The Psalmist describes the troubles as terrible earthquakes and overwhelming, apocalyptic floods. He is like a drowning man being swept away. In this deluge, the psalmist is powerless to save himself, but in the midst of the catastrophe, in the full power of storm, he reaches out his hand and God plucks him from the flood.  In God he has found a place of refuge from the flood.

Our Troubled Waters

We may not face what Hezekiah and the people of Jerusalem faced but we cannot be in this world and not know our own “troubled waters.” Sometimes it is our family caught up in the flood of illness or sorrow. Sometimes it is our church being swept away in a flood of turmoil, sin or even division. In these days of social upheaval, it seems our nation is being swept away by civil strife, immorality, perversion and ungodliness.

Like Hezekiah we can hear the enemies outside the gate of our family, our church, mocking us, ridiculing our faith, and telling us to quit believing because there is no God that can deliver us from what is coming.

At those when I am overwhelmed, it is then that I need to hear the voice of God’s word, the surety of God’s promise. “God is our refuge and strength.”

The flood may still be raging around us, but we have found our place of protection, shelter, and hope. That place is there, in the promise of God Himself. He is our refuge, He is our strength, He is with us. He is that “very present help in time of trouble”

I must state and stake my faith in God as my place of refuge. It matters not what circumstances are sweeping me away or what forces are shaking the very ground we stand on, we will not fear. God is our refuge and strength!  

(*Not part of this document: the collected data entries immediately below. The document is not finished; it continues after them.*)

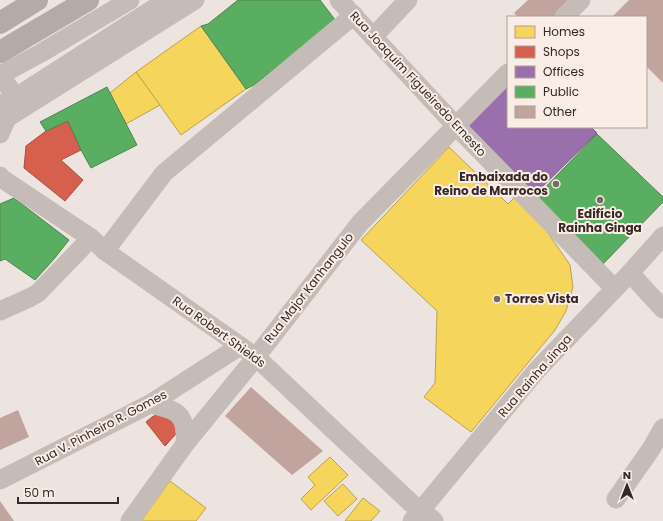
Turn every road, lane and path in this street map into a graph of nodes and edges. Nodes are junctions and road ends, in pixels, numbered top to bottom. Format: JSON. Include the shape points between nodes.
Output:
{"nodes":[{"id":1,"x":38,"y":0,"type":"edge"},
{"id":2,"x":88,"y":0,"type":"edge"},
{"id":3,"x":130,"y":0,"type":"edge"},
{"id":4,"x":167,"y":0,"type":"edge"},
{"id":5,"x":195,"y":0,"type":"edge"},
{"id":6,"x":339,"y":0,"type":"edge"},
{"id":7,"x":408,"y":0,"type":"edge"},
{"id":8,"x":581,"y":0,"type":"edge"},
{"id":9,"x":354,"y":15,"type":"junction"},
{"id":10,"x":565,"y":16,"type":"edge"},
{"id":11,"x":0,"y":23,"type":"edge"},
{"id":12,"x":373,"y":37,"type":"junction"},
{"id":13,"x":0,"y":52,"type":"edge"},
{"id":14,"x":507,"y":75,"type":"edge"},
{"id":15,"x":16,"y":97,"type":"junction"},
{"id":16,"x":456,"y":126,"type":"junction"},
{"id":17,"x":0,"y":127,"type":"edge"},
{"id":18,"x":0,"y":134,"type":"edge"},
{"id":19,"x":0,"y":174,"type":"edge"},
{"id":20,"x":663,"y":236,"type":"edge"},
{"id":21,"x":91,"y":238,"type":"junction"},
{"id":22,"x":105,"y":250,"type":"junction"},
{"id":23,"x":630,"y":272,"type":"junction"},
{"id":24,"x":614,"y":288,"type":"junction"},
{"id":25,"x":663,"y":309,"type":"edge"},
{"id":26,"x":0,"y":311,"type":"edge"},
{"id":27,"x":240,"y":346,"type":"junction"},
{"id":28,"x":256,"y":357,"type":"junction"},
{"id":29,"x":150,"y":404,"type":"junction"},
{"id":30,"x":663,"y":428,"type":"edge"},
{"id":31,"x":185,"y":444,"type":"junction"},
{"id":32,"x":0,"y":480,"type":"edge"},
{"id":33,"x":616,"y":499,"type":"dead end"},
{"id":34,"x":422,"y":517,"type":"edge"},
{"id":35,"x":130,"y":521,"type":"edge"}],
"edges":[{"from":1,"to":11,"type":"main road"},
{"from":2,"to":13,"type":"main road"},
{"from":3,"to":15,"type":"street","via":[[4,73],[2,78]]},
{"from":4,"to":15,"type":"street"},
{"from":5,"to":18,"type":"street","via":[[7,118]]},
{"from":6,"to":9,"type":"street","name":"Rua Joaquim Figueiredo Ernesto"},
{"from":7,"to":12,"type":"street"},
{"from":8,"to":10,"type":"street"},
{"from":9,"to":12,"type":"street","name":"Rua Joaquim Figueiredo Ernesto"},
{"from":9,"to":22,"type":"street","via":[[164,173]]},
{"from":12,"to":16,"type":"street","name":"Rua Joaquim Figueiredo Ernesto"},
{"from":14,"to":16,"type":"street","name":"Rua Major Kanhangulo"},
{"from":15,"to":17,"type":"street","via":[[4,103]]},
{"from":16,"to":24,"type":"street","name":"Rua Joaquim Figueiredo Ernesto"},
{"from":16,"to":28,"type":"street","name":"Rua Major Kanhangulo","via":[[360,223]]},
{"from":19,"to":21,"type":"street","name":"Rua Robert Shields"},
{"from":20,"to":23,"type":"street","name":"Rua Rainha Jinga"},
{"from":21,"to":22,"type":"street","name":"Rua Robert Shields"},
{"from":21,"to":26,"type":"street","via":[[38,293]]},
{"from":22,"to":27,"type":"street","name":"Rua Robert Shields"},
{"from":23,"to":24,"type":"street","name":"Rua Rainha Jinga"},
{"from":23,"to":25,"type":"street"},
{"from":24,"to":34,"type":"street","name":"Rua Rainha Jinga","via":[[537,370]]},
{"from":27,"to":28,"type":"street","name":"Rua Robert Shields"},
{"from":27,"to":29,"type":"street","name":"Rua V. Pinheiro R. Gomes"},
{"from":28,"to":31,"type":"street","name":"Rua Major Kanhangulo"},
{"from":28,"to":34,"type":"street","name":"Rua Robert Shields","via":[[411,503]]},
{"from":29,"to":31,"type":"street","via":[[166,407],[178,413],[186,428]]},
{"from":29,"to":32,"type":"street","name":"Rua V. Pinheiro R. Gomes"},
{"from":30,"to":33,"type":"street","via":[[651,450]]},
{"from":31,"to":35,"type":"street","name":"Rua Major Kanhangulo"}]}
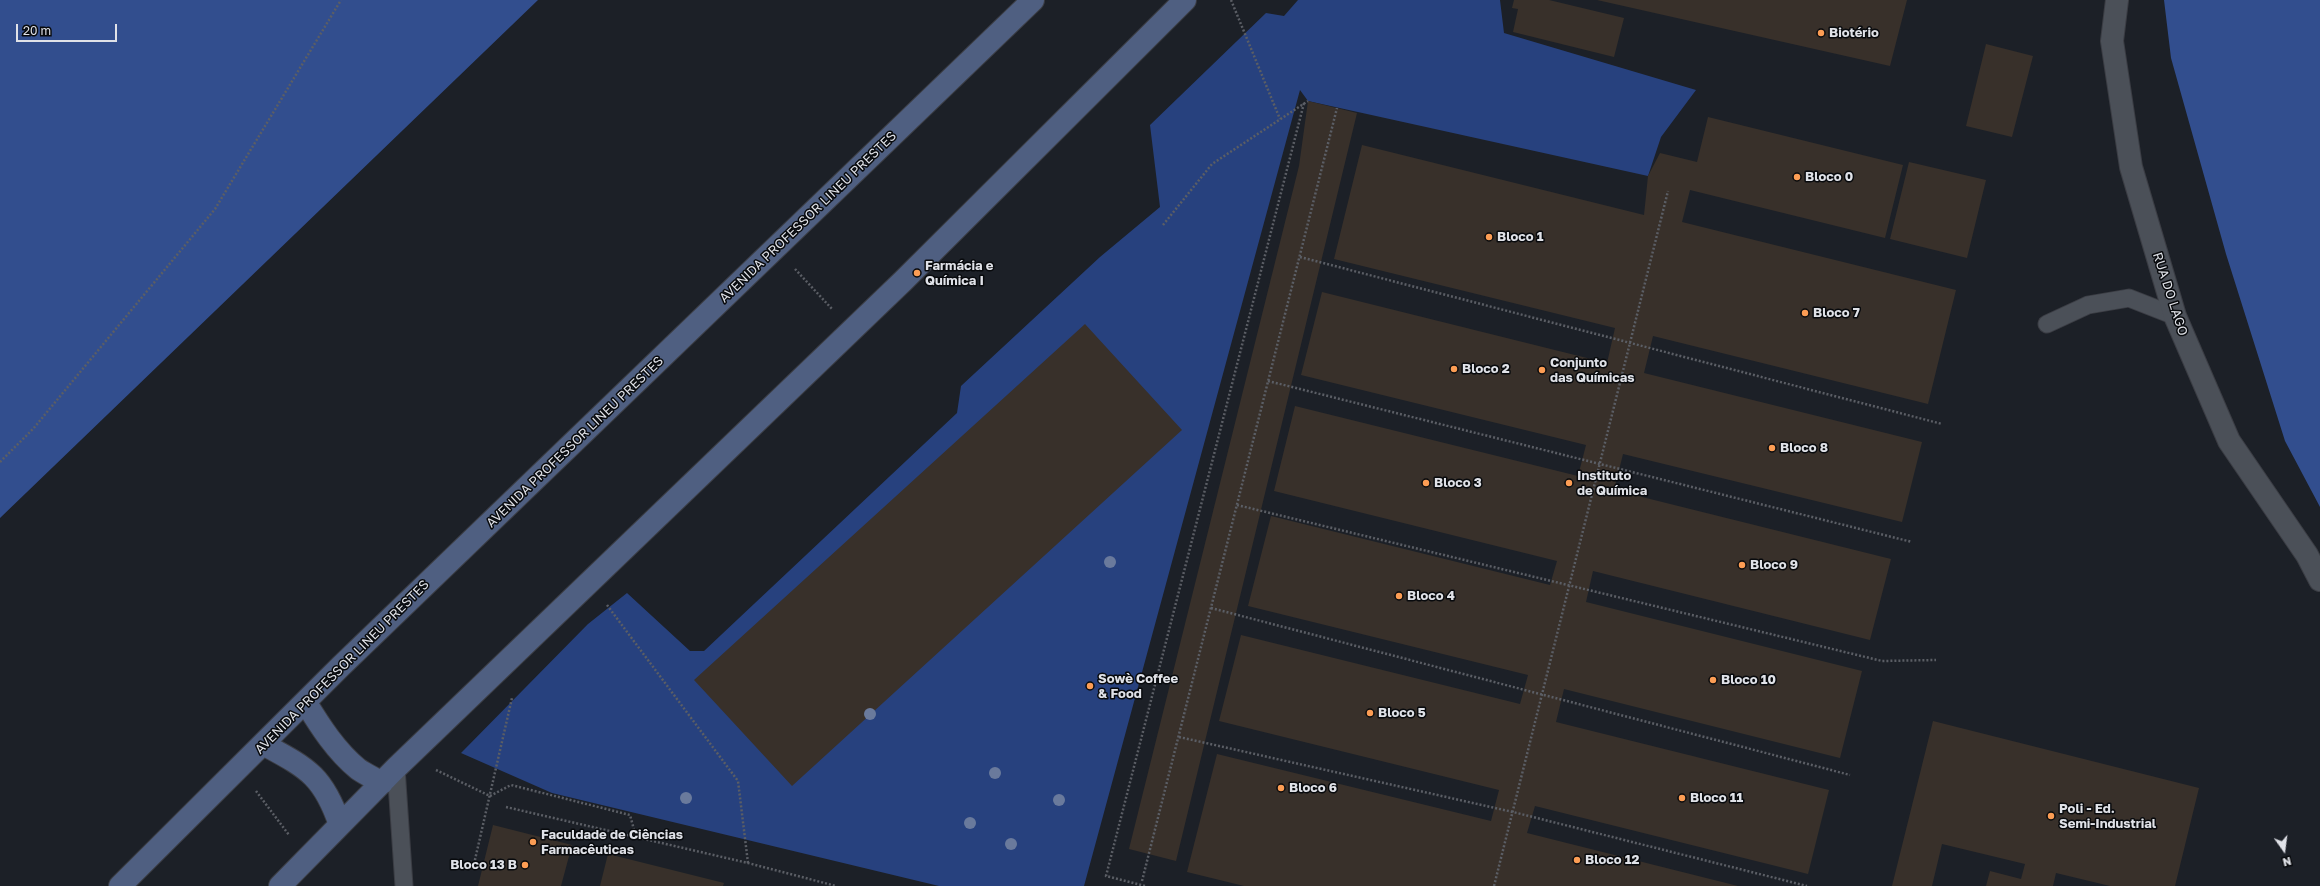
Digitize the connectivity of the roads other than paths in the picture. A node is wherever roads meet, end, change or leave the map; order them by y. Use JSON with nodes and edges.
{"nodes":[{"id":1,"x":1033,"y":0,"type":"edge"},
{"id":2,"x":1185,"y":0,"type":"edge"},
{"id":3,"x":2117,"y":0,"type":"edge"},
{"id":4,"x":2175,"y":316,"type":"junction"},
{"id":5,"x":2047,"y":324,"type":"dead end"},
{"id":6,"x":2320,"y":580,"type":"edge"},
{"id":7,"x":306,"y":703,"type":"junction"},
{"id":8,"x":263,"y":744,"type":"junction"},
{"id":9,"x":395,"y":769,"type":"junction"},
{"id":10,"x":340,"y":825,"type":"junction"},
{"id":11,"x":120,"y":886,"type":"edge"},
{"id":12,"x":280,"y":886,"type":"edge"},
{"id":13,"x":404,"y":886,"type":"edge"}],
"edges":[{"from":1,"to":7,"type":"main road","name":"AVENIDA PROFESSOR LINEU PRESTES"},
{"from":2,"to":9,"type":"main road"},
{"from":3,"to":4,"type":"street","name":"RUA DO LAGO"},
{"from":4,"to":5,"type":"lane"},
{"from":4,"to":6,"type":"street","name":"RUA DO LAGO"},
{"from":7,"to":8,"type":"main road","name":"AVENIDA PROFESSOR LINEU PRESTES"},
{"from":7,"to":9,"type":"main road"},
{"from":8,"to":10,"type":"main road"},
{"from":8,"to":11,"type":"main road","name":"AVENIDA PROFESSOR LINEU PRESTES"},
{"from":9,"to":10,"type":"main road"},
{"from":9,"to":13,"type":"lane"},
{"from":10,"to":12,"type":"main road"}]}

Charles Albert Tindley, was born the son of a slave in Maryland 1851. His mother, Hester was a free woman, but she died while Charles was very young. Though he was free, he spent his early life working with slaves, hired out by his father. He saw the Civil War and its aftermath, through those young eyes and after marriage he taught himself to read, took correspondence courses and became a Methodist preacher and a hymn writer. He was a well know preacher and he often used his a hymn of his own writing to introduce his sermons. You may not remember his name but I know you remember his songs, we sing them often in our church.

He wrote “Nothing Between My Soul and My Savior”, “Leave it There” and “We’ll Understand it better by and by.” The one I want to call your attention to now is “Stand By Me.” For almost as though Bro. Tindley were writing it today, it illustrates this first point.

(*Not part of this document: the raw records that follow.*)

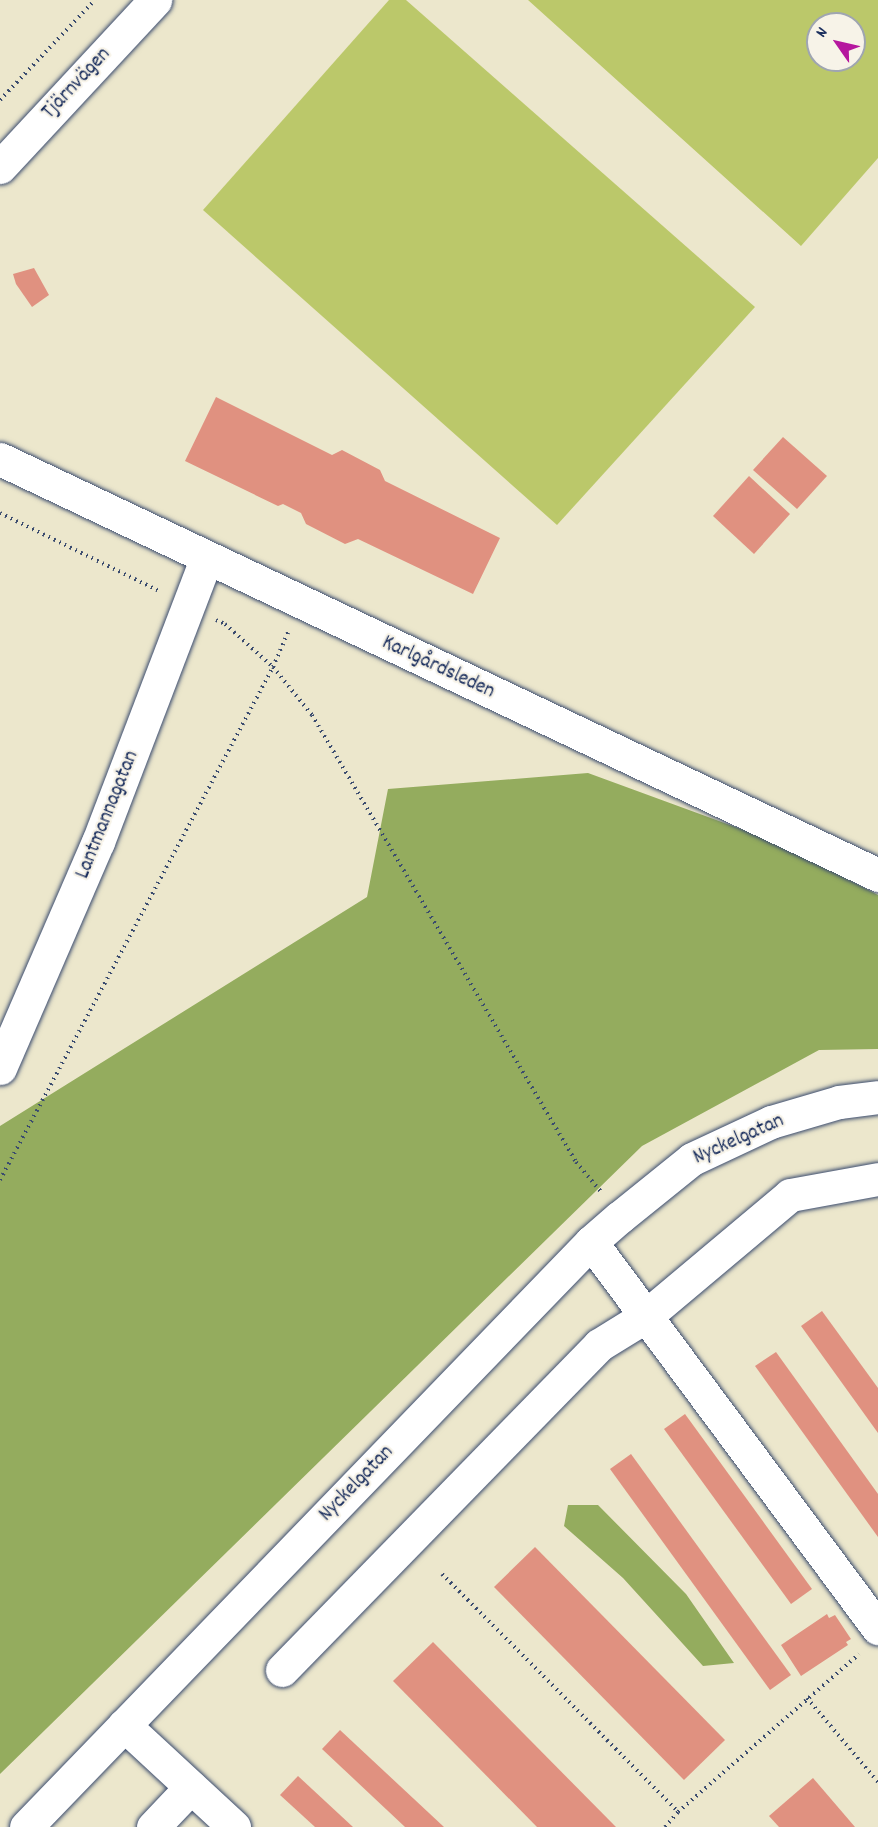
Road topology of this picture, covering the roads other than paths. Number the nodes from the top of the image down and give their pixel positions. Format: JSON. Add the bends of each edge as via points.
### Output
{"nodes":[{"id":1,"x":155,"y":0,"type":"edge"},
{"id":2,"x":0,"y":167,"type":"edge"},
{"id":3,"x":0,"y":459,"type":"edge"},
{"id":4,"x":207,"y":559,"type":"junction"},
{"id":5,"x":878,"y":875,"type":"edge"},
{"id":6,"x":0,"y":1068,"type":"edge"},
{"id":7,"x":878,"y":1097,"type":"edge"},
{"id":8,"x":878,"y":1179,"type":"edge"},
{"id":9,"x":591,"y":1242,"type":"junction"},
{"id":10,"x":646,"y":1316,"type":"junction"},
{"id":11,"x":869,"y":1640,"type":"edge"},
{"id":12,"x":282,"y":1670,"type":"dead end"},
{"id":13,"x":124,"y":1725,"type":"junction"},
{"id":14,"x":191,"y":1787,"type":"junction"},
{"id":15,"x":26,"y":1827,"type":"edge"},
{"id":16,"x":153,"y":1827,"type":"edge"},
{"id":17,"x":234,"y":1827,"type":"edge"}],
"edges":[{"from":1,"to":2,"type":"street","name":"Tjärnvägen"},
{"from":3,"to":4,"type":"street","name":"Karlgårdsleden"},
{"from":4,"to":5,"type":"street","name":"Karlgårdsleden"},
{"from":4,"to":6,"type":"street","name":"Lantmannagatan","via":[[98,842]]},
{"from":7,"to":9,"type":"street","name":"Nyckelgatan","via":[[839,1102],[761,1127],[692,1159]]},
{"from":8,"to":10,"type":"street","via":[[790,1195]]},
{"from":9,"to":10,"type":"street"},
{"from":9,"to":13,"type":"street","name":"Nyckelgatan"},
{"from":10,"to":11,"type":"street"},
{"from":10,"to":12,"type":"street","via":[[599,1345]]},
{"from":13,"to":14,"type":"street"},
{"from":13,"to":15,"type":"street","name":"Nyckelgatan"},
{"from":14,"to":16,"type":"street"},
{"from":14,"to":17,"type":"street"}]}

When the storms of life are raging,
stand by me; (stand by me)
when the storms of life are raging,
stand by me. (stand by me)
When the world is tossing me
like a ship upon the sea,
thou who rulest wind and water,
stand by me. (stand by me)

In the midst of tribulation,
stand by me; (stand by me)
in the midst of tribulation,
stand by me. (stand by me)
When the hosts of hell assail,
and my strength begins to fail,
thou who never lost a battle,
stand by me. (stand by me)

If a son of slavery, a self-taught preacher in the aftermath of the Civil war could write that song and sing it as true, then whatever you and I may face in our storms of life can also be faced and conquered when God is our Refuge.

The next stanza of Psalms 46, Tells us How God works in our life to be our place of refuge  Look at vs. 4-7 and the ….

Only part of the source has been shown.